BOTANİC LABORATORY MICRCOSCOPE IMEGES PART - 2

kubratas1582
19 Haz 2025
3 dakikada okunur

Güncelleme tarihi: 7 Tem 2025

CRYSTALS

In botanical studies, crystals are classified as inorganic inclusions within plant cells that perform a variety of physiological and protective functions. They are predominantly composed of calcium oxalate and calcium carbonate, with silica (silicon dioxide) occurring less frequently. These crystalline structures are typically localized within vacuoles, intercellular spaces, or associated with the cell wall. Their biogenesis is regulated by a combination of genetic programming and environmental stimuli.

They may be classified under different names based on their location, morphology, and structural characteristics.

TRİCHOMES

Trichomes are epidermal outgrowths commonly found on the aerial parts of plants, such as leaves and stems. They vary in structure—being unicellular or multicellular—and are generally categorized as non-glandular (mechanical) or glandular (secretory).

Non-glandular trichomes protect against herbivores, UV light, and excessive water loss by forming a physical barrier and increasing the leaf's boundary layer.

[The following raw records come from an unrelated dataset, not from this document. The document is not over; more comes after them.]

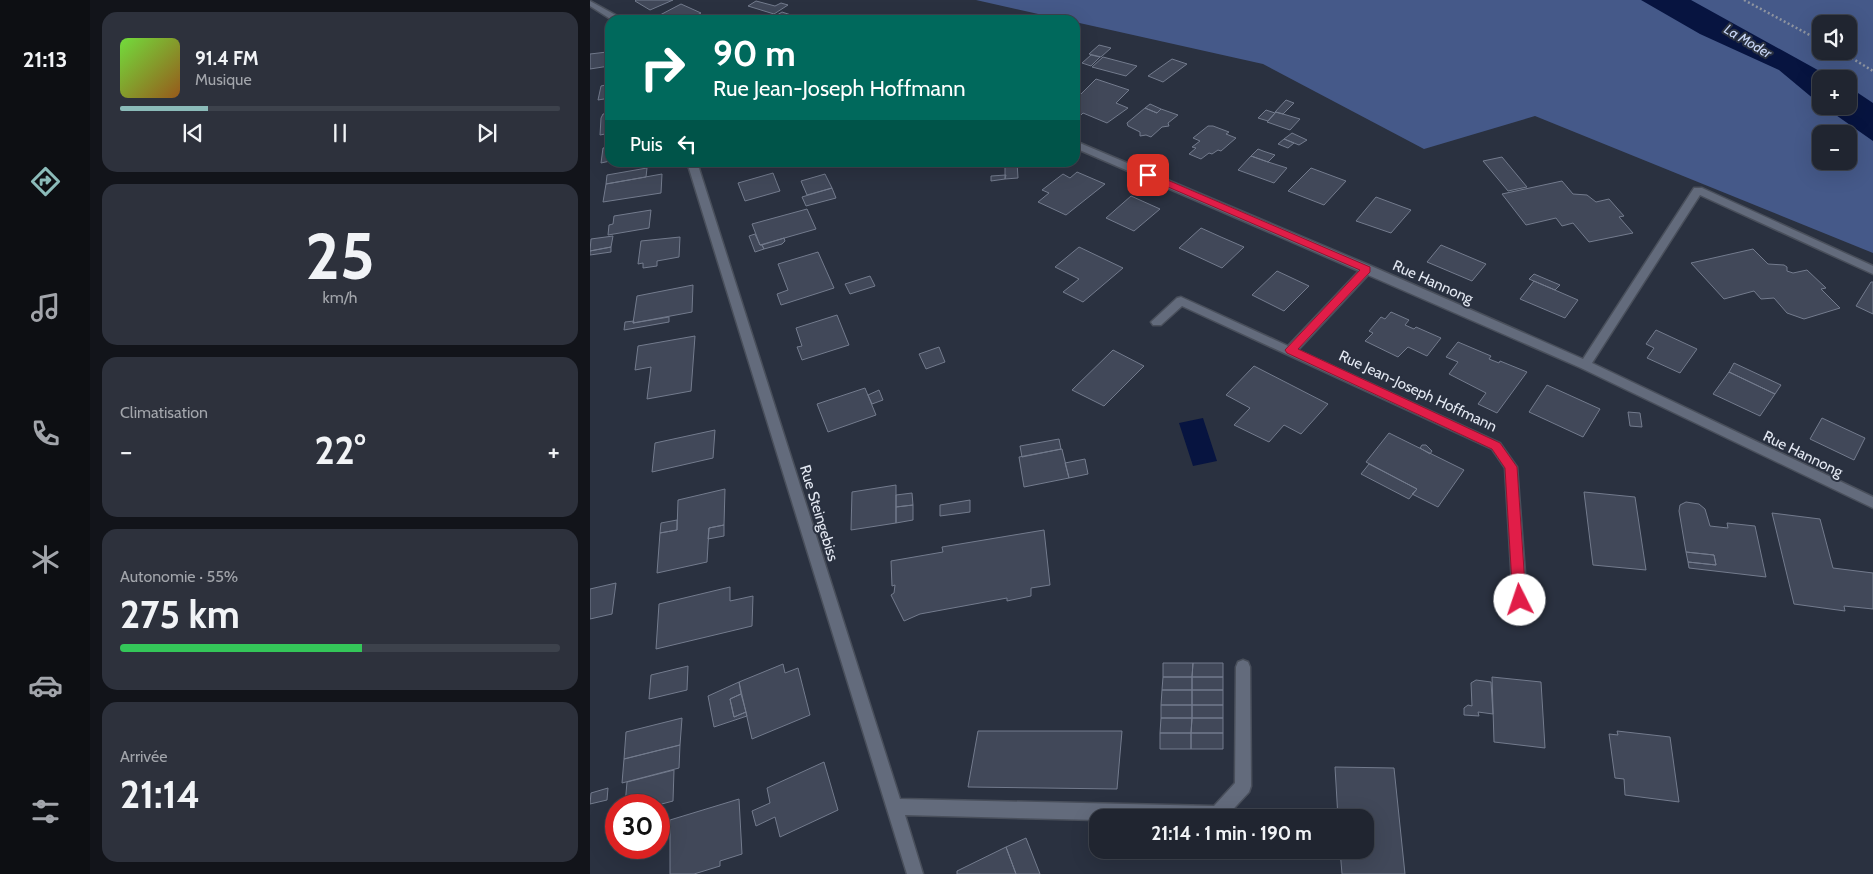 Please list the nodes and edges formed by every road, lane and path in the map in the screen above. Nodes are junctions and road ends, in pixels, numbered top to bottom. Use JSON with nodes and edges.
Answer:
{"nodes":[{"id":1,"x":1744,"y":0,"type":"edge"},
{"id":2,"x":590,"y":3,"type":"edge"},
{"id":3,"x":610,"y":15,"type":"edge"},
{"id":4,"x":1812,"y":36,"type":"edge"},
{"id":5,"x":1856,"y":60,"type":"edge"},
{"id":6,"x":1873,"y":70,"type":"edge"},
{"id":7,"x":1080,"y":146,"type":"edge"},
{"id":8,"x":694,"y":167,"type":"edge"},
{"id":9,"x":1367,"y":269,"type":"junction"},
{"id":10,"x":1873,"y":270,"type":"edge"},
{"id":11,"x":1157,"y":322,"type":"dead end"},
{"id":12,"x":1291,"y":350,"type":"junction"},
{"id":13,"x":1585,"y":365,"type":"junction"},
{"id":14,"x":1873,"y":504,"type":"edge"},
{"id":15,"x":1520,"y":600,"type":"dead end"},
{"id":16,"x":1243,"y":667,"type":"dead end"},
{"id":17,"x":894,"y":808,"type":"junction"},
{"id":18,"x":915,"y":874,"type":"edge"}],
"edges":[{"from":1,"to":4,"type":"path"},
{"from":2,"to":3,"type":"street"},
{"from":5,"to":6,"type":"path"},
{"from":7,"to":9,"type":"street","name":"Rue Hannong"},
{"from":8,"to":17,"type":"street","name":"Rue Steingebiss"},
{"from":9,"to":12,"type":"street"},
{"from":9,"to":13,"type":"street","name":"Rue Hannong"},
{"from":10,"to":13,"type":"street"},
{"from":11,"to":12,"type":"street","name":"Rue Jean-Joseph Hoffmann"},
{"from":12,"to":15,"type":"street","name":"Rue Jean-Joseph Hoffmann"},
{"from":13,"to":14,"type":"street","name":"Rue Hannong"},
{"from":16,"to":17,"type":"street"},
{"from":17,"to":18,"type":"street","name":"Rue Steingebiss"}]} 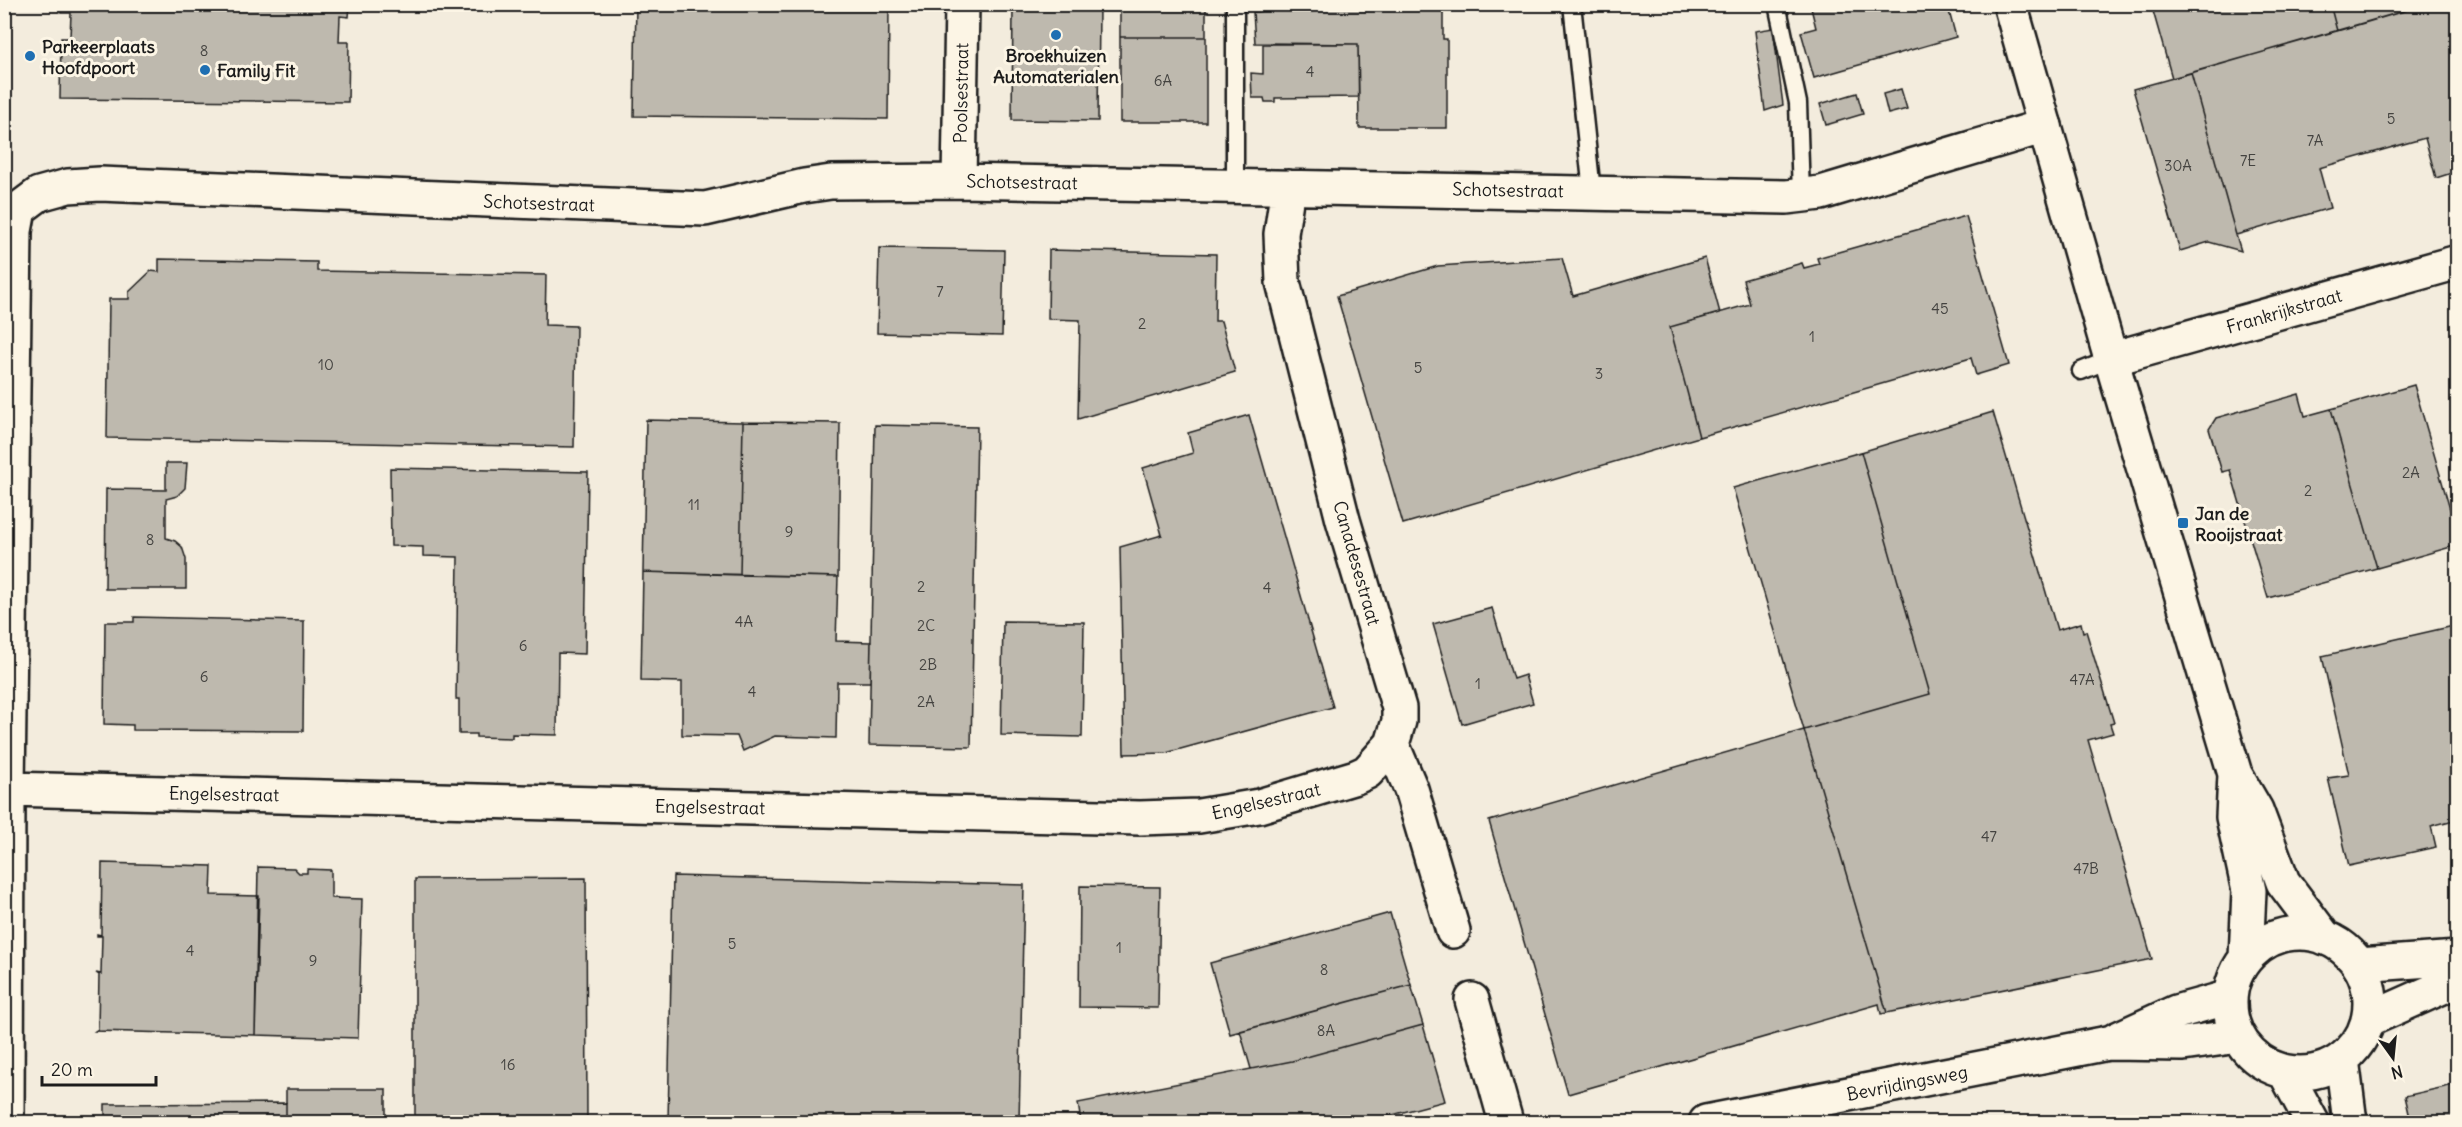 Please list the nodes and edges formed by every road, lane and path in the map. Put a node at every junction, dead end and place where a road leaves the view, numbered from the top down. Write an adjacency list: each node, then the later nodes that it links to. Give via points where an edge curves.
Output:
1 (962, 4): 7 (street, Poolsestraat)
2 (1235, 4): 8 (lane)
3 (1572, 4): 10 (lane)
4 (1777, 4): 11 (lane, via 1797,102)
5 (2010, 4): 6 (street)
6 (2044, 126): 11 (street, Schotsestraat, via 1821,193); 14 (street)
7 (959, 181): 8 (street, Schotsestraat); 12 (street, Schotsestraat, via 831,182 705,209 100,184 68,186)
8 (1235, 185): 9 (street, Schotsestraat)
9 (1288, 187): 10 (street, Schotsestraat); 16 (street, Canadesestraat, via 1281,234 1283,282 1343,520 1399,708)
10 (1592, 192): 11 (street, Schotsestraat)
11 (1801, 195)
12 (12, 202): 18 (street, via 15,231)
13 (2457, 262): 14 (street, Frankrijkstraat)
14 (2111, 359): 15 (lane); 17 (street)
15 (2081, 371)
16 (1392, 744): 18 (street, Engelsestraat, via 1367,772 1337,784 1259,806 1199,816 1140,818); 19 (street, via 1411,789)
17 (2235, 774): 20 (street, via 2256,810 2283,882); 21 (street, via 2233,817 2248,891)
18 (8, 789): 32 (street)
19 (1453, 931)
20 (2325, 938): 21 (street, via 2303,933 2281,936 2262,944); 23 (street, via 2344,949)
21 (2246, 958): 25 (street, via 2235,976)
22 (2457, 958): 23 (street)
23 (2359, 965): 27 (street, via 2368,986)
24 (2457, 980): 27 (street)
25 (2230, 997): 28 (street, via 2231,1017); 29 (street, Bevrijdingsweg, via 2176,1012)
26 (1472, 1000): 33 (street)
27 (2368, 1020): 30 (street, via 2357,1045)
28 (2238, 1036): 29 (street, Bevrijdingsweg, via 2182,1044); 31 (street, via 2250,1053 2266,1065)
29 (2108, 1043): 34 (street, Bevrijdingsweg)
30 (2343, 1059): 31 (street, via 2321,1071); 36 (street)
31 (2284, 1071): 35 (street)
32 (7, 1122)
33 (1506, 1122)
34 (1706, 1122)
35 (2312, 1122)
36 (2350, 1122)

Glandular trichomes produce secondary metabolites like essential oils, resins, or enzymes, which play roles in plant defense and ecological interactions.

Overall, trichomes contribute significantly to plant survival by enhancing protection, reducing water loss, and mediating biotic relationships.

STOMAS

Stomata are microscopic pores located in the epidermis of plants, usually concentrated on the underside of leaves. Each stoma is bordered by two specialized guard cells that regulate its opening and closing. Stomata play a central role in gas exchange (CO₂ intake and O₂ release) and transpiration (water vapor loss). Their movement is influenced by environmental and internal factors such as light, carbon dioxide concentration, water availability, and plant hormones. While stomata allow CO₂ uptake for photosynthesis, they also contribute to water loss, making their regulation vital for maintaining plant homeostasis. Thus, stomata are essential in enabling plants to respond effectively to environmental stress.

SUPPORT TISSUE

Supporting tissues in plants provide mechanical strength and help maintain structure. There are two main types:

Collenchyma: Living cells with flexible, unevenly thickened walls; found in growing parts like stems and leaves. Mainly composed of cellulose and pectin.
Sclerenchyma: Dead cells with thick, lignified walls; found in mature parts. Includes fibers and sclereids.

Each type plays a vital role in keeping the plant upright and resistant to mechanical stress.

SECRETORY TISSUE

Secretory tissues in plants are specialized structures responsible for producing, storing, or releasing various substances such as resins, essential oils, latex, nectar, and digestive enzymes. These tissues are broadly classified into two types: external and internal. External secretory structures, such as glandular trichomes, oil glands, nectaries, and hydathodes, are located on or near the plant’s epidermis and release their secretions directly into the external environment. For example, the oil glands in the peel of citrus fruits like oranges are external and secrete aromatic oils. Internal secretory structures, including resin ducts, laticifers, and secretory cells, are embedded within the internal tissues like cortex or vascular bundles. They typically store substances inside the plant and release them only under specific conditions, such as injury—an example being resin canals in pine trees. Secretory tissues play critical roles in defense, attraction of pollinators, excretion, and storage of metabolic products.

TRANSMISSION BUNDLES

In vascular plants, the arrangement of vascular bundles differs significantly between monocots and dicots, and this distinction is a key identifying feature. In dicot stems, vascular bundles are typically arranged in a ring, with xylem on the inner side and phloem on the outer side, forming collateral bundles. This arrangement allows for the development of a vascular cambium between xylem and phloem, enabling secondary growth (increase in stem thickness). In contrast, monocot stems have scattered vascular bundles throughout the ground tissue. These bundles are usually closed (lack vascular cambium) and therefore do not show secondary growth. Additionally, monocot vascular bundles often appear more oval or rounded and are embedded in parenchymatic tissue without a defined ring structure. These anatomical differences reflect the contrasting growth patterns and structural support strategies between monocots and dicots.